Transmission electron microscopy

TEM images of autophagosomes were obtained from thin sections using a JEM1400 electron microscope (JEOL, Japan). The autophagy fluorescence signals were obtained using an anti-LC3B antibody (Novus Biologicals, Taiwan of China) analyzed by Zeiss7 DUO NLO confocal laser microscope (Carl Zeiss, Germany).

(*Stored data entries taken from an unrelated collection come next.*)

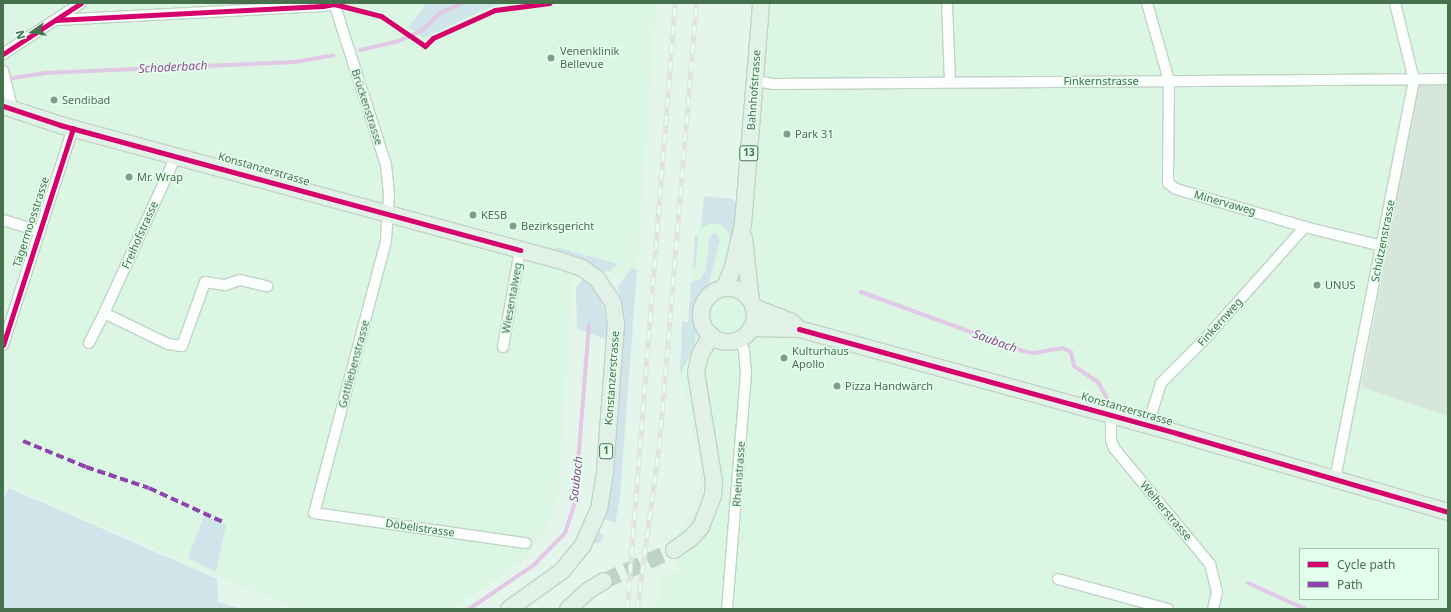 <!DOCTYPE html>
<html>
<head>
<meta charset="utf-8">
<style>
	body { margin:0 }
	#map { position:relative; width:1451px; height:612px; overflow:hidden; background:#e4f5eb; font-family:"Noto Sans",sans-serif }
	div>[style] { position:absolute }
	.residential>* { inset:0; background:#dbf7e4 }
	.industrial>* { inset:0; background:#d6e6db }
	.green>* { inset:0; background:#cfe5e9 }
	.stream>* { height:4px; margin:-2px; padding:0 2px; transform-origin:2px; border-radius:2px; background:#e1c8e6 }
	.primary-tunnel>* { height:16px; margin-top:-8px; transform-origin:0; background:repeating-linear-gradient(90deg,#bdd4c4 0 16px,transparent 0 24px) }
	.roads { filter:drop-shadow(1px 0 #c0d3c6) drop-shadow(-1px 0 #c0d3c6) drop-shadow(0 1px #c0d3c6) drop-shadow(0 -1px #c0d3c6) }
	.street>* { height:10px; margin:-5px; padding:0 5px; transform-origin:5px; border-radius:5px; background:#fbfefc }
	.primary>* { height:16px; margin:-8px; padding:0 8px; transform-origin:8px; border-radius:8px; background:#e2f1e8 }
	.primary>.ring { margin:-8px; padding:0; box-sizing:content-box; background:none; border:16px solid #e2f1e8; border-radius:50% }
	.rail>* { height:4.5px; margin-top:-2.25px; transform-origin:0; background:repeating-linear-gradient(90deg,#e4ffee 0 9px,#e2e2e0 0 18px); box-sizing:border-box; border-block:1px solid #e2e2e0 }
	.quiet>* { height:4px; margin-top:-2px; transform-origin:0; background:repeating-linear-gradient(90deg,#8e44ad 0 8px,transparent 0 12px) }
	.cycleway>* { height:5px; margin:-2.5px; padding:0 2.5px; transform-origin:2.5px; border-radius:2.5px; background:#d6006c }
	.dots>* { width:11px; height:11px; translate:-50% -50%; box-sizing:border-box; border:2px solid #e4ffee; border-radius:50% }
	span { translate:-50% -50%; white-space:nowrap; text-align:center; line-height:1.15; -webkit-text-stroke:3px #e4ffee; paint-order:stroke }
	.shield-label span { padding:1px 3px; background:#e4ffee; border:1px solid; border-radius:3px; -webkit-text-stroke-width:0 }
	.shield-label { font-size:10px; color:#47704d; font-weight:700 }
	.poi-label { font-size:11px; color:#47704d }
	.left { translate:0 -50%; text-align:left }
	.street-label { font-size:11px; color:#47704d }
	.water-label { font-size:12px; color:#944a98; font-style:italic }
	.frame { position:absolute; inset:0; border:4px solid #47704d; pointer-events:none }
	.legend { position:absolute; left:1299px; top:548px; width:140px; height:52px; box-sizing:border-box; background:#e4ffee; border:1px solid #a5c6ae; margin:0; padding:5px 7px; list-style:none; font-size:12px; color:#47704d }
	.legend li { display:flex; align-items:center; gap:8px; height:20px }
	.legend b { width:20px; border:1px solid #a5c6ae }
	.north { position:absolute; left:12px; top:12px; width:40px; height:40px; -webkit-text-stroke:3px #e4ffee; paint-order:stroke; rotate:257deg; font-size:11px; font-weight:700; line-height:16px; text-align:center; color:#47704d }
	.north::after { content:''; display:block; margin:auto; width:14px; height:18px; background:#47704d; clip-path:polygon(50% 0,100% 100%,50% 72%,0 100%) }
</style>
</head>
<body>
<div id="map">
	<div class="residential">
		<i style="clip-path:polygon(3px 3px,656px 3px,636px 284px,579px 260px,573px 277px,558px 497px,546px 527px,526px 558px,451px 609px,296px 609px,3px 483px)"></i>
		<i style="clip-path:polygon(evenodd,756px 3px,1448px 3px,1448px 609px,656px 609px,661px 577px,680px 570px,666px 540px,679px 531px,693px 513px,700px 489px,700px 463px,680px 376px,682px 322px,688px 322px,695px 235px,702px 221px,736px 224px,756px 3px,1300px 549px,1438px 549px,1438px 599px,1300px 599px,1300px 549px)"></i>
	</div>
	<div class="industrial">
		<i style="clip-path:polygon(1448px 82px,1448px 416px,1361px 387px,1419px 83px)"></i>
	</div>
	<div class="green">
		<i style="clip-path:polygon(427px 3px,506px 3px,483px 10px,424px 38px,408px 27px)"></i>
		<i style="clip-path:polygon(704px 196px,732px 199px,737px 205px,730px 254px,730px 235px,725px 228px,718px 224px,710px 224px,701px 228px)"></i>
		<i style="clip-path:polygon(712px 234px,716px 234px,720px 240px,708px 286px,697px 304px,695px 344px,680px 376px,682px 322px,688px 322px,691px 282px,700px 279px,706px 270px,709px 240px)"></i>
		<i style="clip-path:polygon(695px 235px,698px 238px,696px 265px,693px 268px)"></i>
		<i style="clip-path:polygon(555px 247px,618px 264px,610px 271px,604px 272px,583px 260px,553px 251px)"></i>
		<i style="clip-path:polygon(632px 268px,637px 270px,620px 496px,615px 523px,605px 519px,599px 531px,603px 536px,601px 542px,593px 544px,611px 476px,624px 324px,618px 286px)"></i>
		<i style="clip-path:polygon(583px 280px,594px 290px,601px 302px,606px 317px,608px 340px,577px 329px,576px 287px)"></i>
		<i style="clip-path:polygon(9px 488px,217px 579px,218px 602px,241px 609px,3px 609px,3px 499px)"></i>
		<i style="clip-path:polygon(204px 515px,226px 525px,216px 572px,188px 558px)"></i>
	</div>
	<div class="stream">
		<i style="left:360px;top:50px;width:39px;rotate:-13deg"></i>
		<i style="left:398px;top:41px;width:25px;rotate:-23deg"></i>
		<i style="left:421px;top:31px;width:26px;rotate:-43deg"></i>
		<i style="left:440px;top:13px;width:24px;rotate:-24deg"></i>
		<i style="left:13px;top:78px;width:31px;rotate:-9deg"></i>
		<i style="left:44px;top:73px;width:251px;rotate:-2.5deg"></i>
		<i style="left:295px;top:62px;width:39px;rotate:-10deg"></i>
		<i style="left:861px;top:292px;width:172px;rotate:20deg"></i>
		<i style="left:1023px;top:351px;width:11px;rotate:10deg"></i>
		<i style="left:1034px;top:353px;width:29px;rotate:-10deg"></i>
		<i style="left:1063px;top:348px;width:9px;rotate:27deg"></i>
		<i style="left:1071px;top:352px;width:14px;rotate:78deg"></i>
		<i style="left:1074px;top:366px;width:29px;rotate:34deg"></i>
		<i style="left:1098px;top:382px;width:21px;rotate:61deg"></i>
		<i style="left:1248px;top:583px;width:63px;rotate:24.5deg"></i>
		<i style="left:469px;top:609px;width:78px;rotate:-34.1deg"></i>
		<i style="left:534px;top:565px;width:45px;rotate:-45.9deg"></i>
		<i style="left:565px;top:533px;width:33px;rotate:-72deg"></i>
		<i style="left:575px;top:502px;width:178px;rotate:-85.5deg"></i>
	</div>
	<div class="primary-tunnel">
		<i style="left:604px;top:581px;width:77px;rotate:-23.9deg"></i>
	</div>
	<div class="roads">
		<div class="street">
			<i style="left:334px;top:3px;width:170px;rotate:72.2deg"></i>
			<i style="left:386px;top:165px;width:29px;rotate:84deg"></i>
			<i style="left:389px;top:194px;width:47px;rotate:93.7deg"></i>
			<i style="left:386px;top:241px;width:281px;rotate:104.8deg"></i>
			<i style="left:314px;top:513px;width:214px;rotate:8.1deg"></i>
			<i style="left:947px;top:3px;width:79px;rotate:87.8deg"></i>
			<i style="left:1147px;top:3px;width:81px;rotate:74.2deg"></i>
			<i style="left:1169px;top:81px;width:102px;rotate:90.6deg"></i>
			<i style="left:1168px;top:183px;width:10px;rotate:37deg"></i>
			<i style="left:1176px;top:189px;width:134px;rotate:16.4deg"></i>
			<i style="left:1305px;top:227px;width:79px;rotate:13.9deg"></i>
			<i style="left:56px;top:20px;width:267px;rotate:-3deg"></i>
			<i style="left:323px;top:6px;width:11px;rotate:-10deg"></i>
			<i style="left:3px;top:54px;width:93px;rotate:-33.2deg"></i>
			<i style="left:3px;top:71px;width:38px;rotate:76deg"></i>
			<i style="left:755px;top:81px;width:18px;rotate:9deg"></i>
			<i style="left:773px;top:84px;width:675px;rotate:-0.42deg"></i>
			<i style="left:176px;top:156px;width:173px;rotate:114.6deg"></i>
			<i style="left:104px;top:313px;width:71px;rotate:25.8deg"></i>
			<i style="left:168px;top:344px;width:14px;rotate:8deg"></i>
			<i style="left:182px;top:346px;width:68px;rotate:-70.2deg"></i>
			<i style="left:205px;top:282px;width:20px;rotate:9deg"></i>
			<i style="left:225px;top:285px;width:16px;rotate:-18deg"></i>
			<i style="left:240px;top:280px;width:28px;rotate:13deg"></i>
			<i style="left:3px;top:220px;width:38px;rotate:17deg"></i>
			<i style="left:89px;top:343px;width:34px;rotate:-63deg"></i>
			<i style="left:3px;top:345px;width:228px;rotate:-72.1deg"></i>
			<i style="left:503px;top:347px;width:98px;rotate:-80.1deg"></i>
			<i style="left:1111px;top:415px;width:25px;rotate:90deg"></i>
			<i style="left:1111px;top:440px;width:9px;rotate:69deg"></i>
			<i style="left:1114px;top:448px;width:151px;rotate:50.4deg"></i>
			<i style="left:1210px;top:564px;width:29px;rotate:76deg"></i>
			<i style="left:1217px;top:592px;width:17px;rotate:103deg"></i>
			<i style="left:1148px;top:425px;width:44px;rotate:-72.8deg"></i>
			<i style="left:1161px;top:383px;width:58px;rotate:-45deg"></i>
			<i style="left:1202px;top:342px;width:154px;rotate:-48.2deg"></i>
			<i style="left:1335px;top:479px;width:407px;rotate:-78.8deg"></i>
			<i style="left:1414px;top:80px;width:79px;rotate:-103.9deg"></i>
			<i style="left:1058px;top:579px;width:114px;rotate:15.3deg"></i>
			<i style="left:727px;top:609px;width:237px;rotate:-85.4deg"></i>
			<i style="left:746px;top:373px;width:23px;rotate:-95deg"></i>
			<i style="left:744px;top:350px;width:12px;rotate:-114deg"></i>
		</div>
		<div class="primary">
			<i style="left:3px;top:106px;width:60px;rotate:18.4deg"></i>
			<i style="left:60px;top:125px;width:520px;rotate:15.16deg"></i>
			<i style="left:562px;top:261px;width:21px;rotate:19deg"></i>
			<i style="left:582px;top:268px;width:19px;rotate:36deg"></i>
			<i style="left:597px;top:279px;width:29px;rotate:56deg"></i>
			<i style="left:613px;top:303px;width:21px;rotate:82deg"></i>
			<i style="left:616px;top:324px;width:148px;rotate:94.3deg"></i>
			<i style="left:605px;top:472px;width:37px;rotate:99deg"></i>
			<i style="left:599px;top:509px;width:39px;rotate:114deg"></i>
			<i style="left:583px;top:545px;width:33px;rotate:129deg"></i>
			<i style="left:562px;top:571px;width:65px;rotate:144.4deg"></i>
			<i style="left:744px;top:238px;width:62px;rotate:83.6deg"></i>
			<i style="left:724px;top:288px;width:19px;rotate:-65deg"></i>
			<i style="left:732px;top:271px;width:48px;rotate:-76.8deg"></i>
			<i style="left:743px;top:224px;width:222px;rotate:-85.3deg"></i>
			<i class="ring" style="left:701px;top:288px;width:38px;height:38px"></i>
			<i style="left:753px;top:307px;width:40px;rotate:21deg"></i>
			<i style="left:790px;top:321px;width:6px;rotate:39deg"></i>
			<i style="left:751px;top:328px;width:48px;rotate:1.2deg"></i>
			<i style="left:799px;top:329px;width:391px;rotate:15.4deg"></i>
			<i style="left:1176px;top:433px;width:283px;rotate:16.2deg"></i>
			<i style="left:674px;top:550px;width:19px;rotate:-35deg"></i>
			<i style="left:690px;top:539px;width:16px;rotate:-47deg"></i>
			<i style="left:701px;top:527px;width:33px;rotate:-69deg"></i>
			<i style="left:713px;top:496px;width:15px;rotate:-86deg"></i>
			<i style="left:714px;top:481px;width:110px;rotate:-99.4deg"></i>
			<i style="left:696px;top:372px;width:17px;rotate:-77deg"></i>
			<i style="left:700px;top:355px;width:23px;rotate:-61deg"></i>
			<i style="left:568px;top:609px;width:28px;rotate:-42deg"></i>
			<i style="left:589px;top:590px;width:17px;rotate:-31deg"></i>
		</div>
	</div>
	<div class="rail">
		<i style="left:627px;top:609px;width:608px;rotate:-85.47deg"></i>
		<i style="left:637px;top:609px;width:163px;rotate:-82.3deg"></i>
		<i style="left:659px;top:447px;width:446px;rotate:-85.2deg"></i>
	</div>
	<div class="quiet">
		<i style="left:23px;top:441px;width:68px;rotate:22.4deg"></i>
		<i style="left:86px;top:467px;width:66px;rotate:18.4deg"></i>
		<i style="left:149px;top:488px;width:84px;rotate:24.7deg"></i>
	</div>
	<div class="cycleway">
		<i style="left:56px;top:20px;width:267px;rotate:-3deg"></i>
		<i style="left:323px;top:6px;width:11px;rotate:-10deg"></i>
		<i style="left:334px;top:4px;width:49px;rotate:14.3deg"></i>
		<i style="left:381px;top:16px;width:53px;rotate:34.3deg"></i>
		<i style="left:425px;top:46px;width:11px;rotate:-45deg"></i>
		<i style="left:433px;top:38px;width:68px;rotate:-24.3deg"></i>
		<i style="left:495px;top:10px;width:55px;rotate:-7.3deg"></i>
		<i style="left:3px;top:54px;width:93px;rotate:-33.2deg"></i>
		<i style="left:3px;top:106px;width:60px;rotate:18.4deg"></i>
		<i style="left:60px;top:125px;width:477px;rotate:15.2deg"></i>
		<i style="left:799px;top:329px;width:391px;rotate:15.4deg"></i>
		<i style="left:1176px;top:433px;width:283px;rotate:16.2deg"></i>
		<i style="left:3px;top:345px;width:228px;rotate:-72.1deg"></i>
	</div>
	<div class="dots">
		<i style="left:551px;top:58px;background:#7e9f84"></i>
		<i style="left:54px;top:100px;background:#7e9f84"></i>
		<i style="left:787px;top:134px;background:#7e9f84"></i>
		<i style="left:129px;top:177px;background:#7e9f84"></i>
		<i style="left:473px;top:215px;background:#7e9f84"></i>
		<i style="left:513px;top:226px;background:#7e9f84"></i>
		<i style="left:1317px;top:285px;background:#7e9f84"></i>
		<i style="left:784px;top:358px;background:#7e9f84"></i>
		<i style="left:837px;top:386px;background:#7e9f84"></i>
	</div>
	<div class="shield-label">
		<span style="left:749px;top:153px">13</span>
		<span style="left:606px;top:451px">1</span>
	</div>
	<div class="poi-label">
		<span class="left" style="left:560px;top:58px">Venenklinik<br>Bellevue</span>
		<span class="left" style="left:62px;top:100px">Sendibad</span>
		<span class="left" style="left:795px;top:134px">Park 31</span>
		<span class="left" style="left:137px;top:177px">Mr. Wrap</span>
		<span class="left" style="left:481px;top:215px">KESB</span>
		<span class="left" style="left:521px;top:226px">Bezirksgericht</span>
		<span class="left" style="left:1325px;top:285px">UNUS</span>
		<span class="left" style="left:792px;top:358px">Kulturhaus<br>Apollo</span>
		<span class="left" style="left:845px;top:386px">Pizza Handwärch</span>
	</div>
	<div class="street-label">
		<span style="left:1101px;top:81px">Finkernstrasse</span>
		<span style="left:754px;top:90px;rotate:-86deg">Bahnhofstrasse</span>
		<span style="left:367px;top:107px;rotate:72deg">Brückenstrasse</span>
		<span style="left:264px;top:169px;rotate:16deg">Konstanzerstrasse</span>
		<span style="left:1225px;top:203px;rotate:16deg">Minervaweg</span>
		<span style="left:31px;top:222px;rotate:-72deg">Tägermoosstrasse</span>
		<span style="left:140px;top:235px;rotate:-66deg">Freihofstrasse</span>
		<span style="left:1383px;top:241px;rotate:-79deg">Schützenstrasse</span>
		<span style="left:512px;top:298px;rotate:-80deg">Wiesentalweg</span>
		<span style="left:1220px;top:322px;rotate:-48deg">Finkernweg</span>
		<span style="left:354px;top:364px;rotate:-75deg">Gottliebenstrasse</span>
		<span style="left:612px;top:378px;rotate:-86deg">Konstanzerstrasse</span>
		<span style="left:1127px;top:409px;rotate:16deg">Konstanzerstrasse</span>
		<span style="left:739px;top:474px;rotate:-86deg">Rheinstrasse</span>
		<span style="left:1166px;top:511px;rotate:50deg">Weiherstrasse</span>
		<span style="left:420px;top:528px;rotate:8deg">Döbelistrasse</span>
	</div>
	<div class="water-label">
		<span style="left:173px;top:67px;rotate:-3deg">Schoderbach</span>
		<span style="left:995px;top:341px;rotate:20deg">Saubach</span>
		<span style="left:576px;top:479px;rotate:-84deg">Saubach</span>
	</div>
	<div class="frame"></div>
	<ul class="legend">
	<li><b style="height:5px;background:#d6006c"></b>Cycle path</li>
	<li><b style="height:5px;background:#8e44ad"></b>Path</li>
	</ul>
	<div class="north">N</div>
</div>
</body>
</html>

Chromatin isolation by RNA purification (ChIRP) assay

ChIRP assay was performed as previously described [35, 36]. First, a pool of 13 probes would cover the whole LAMP5-AS1 for achieving the maximal capture ratio. All of the single stranded LAMP5-AS1 DNA probes with 3’-Biotin TEG modification. Random DNA probes with 3’-Biotin as the negative control. A total of 200 million cells were harvested and cross-linked by 3% formaldehyde. After wash by PBS, the cells were lysed by the lysis buffer (with fresh Protease Inhibitor, PMSF, and RNasin) to each tube and resuspend the pellet (avoid clumps), proceed immediately to sonication. The samples were added the hybridization buffer and followed by ChIRP procedure. Finally, the RNA, DNA and protein are eluted and detected.

Flow cytometric analysis

For cell apoptosis assay, cells were stained with Annexin V/FITC and propidium iodide (PI) (Lianke, China) and then analyzed by flow cytometry (BD, USA). For GFP positive cells in mice samples, cells were first separated from mice organs such as blood, bone marrow, spleen and liver. These mice-derived cells were washed with cooling PBS and then were analyzed on a BD FACSCelesta analyzer (BD Biosciences, USA).

Animal model

The xenotransplantation experiments were performed as previously described [24, 37, 38]. Five-week-old male NOD/SCID mice were maintained under specific pathogen-free conditions in the Laboratory Animal Center of Sun Yat-sen University. All experimental procedures were performed according to the institutional ethical guidelines for animal experiments. Mice were randomly assigned to three groups of ten mice each. In each group, lentiviral stably transduced sh-NC, sh-LAMP5-AS1 (2 × 106 MOLM-13) were subcutaneously injected into the mice; while 2 × 106 MV4-11 cells transduced sh-NC, sh-LAMP5-AS1 were intravenously (tail vein) implanted mice. For subcutaneously implanted mice, tumor growth was monitored for 2 days each. Three weeks after inoculation, the intravenously implanted mice were sacrificed for analysis. Human cell engraftment (GFP + cell populations) in the bone marrow, peripheral blood, spleen, and liver was evaluated by flow cytometry. The remaining mice were performed the survival assay.

Statistical analysis

Spearmen and Pearson’s correlation coefficient was used to determine the correlation between LAMP5-AS1 and LAMP5 expression. Fisher’s exact test was used to determine the significance of two groups. Mean ± SEM was used to analyzed the three independent experiments. Two-tailed tests were used for univariate comparisons. Kaplan-Meier method with a log-rank test is used to analyze the mice survival. p < 0.05 was considered statistically significant.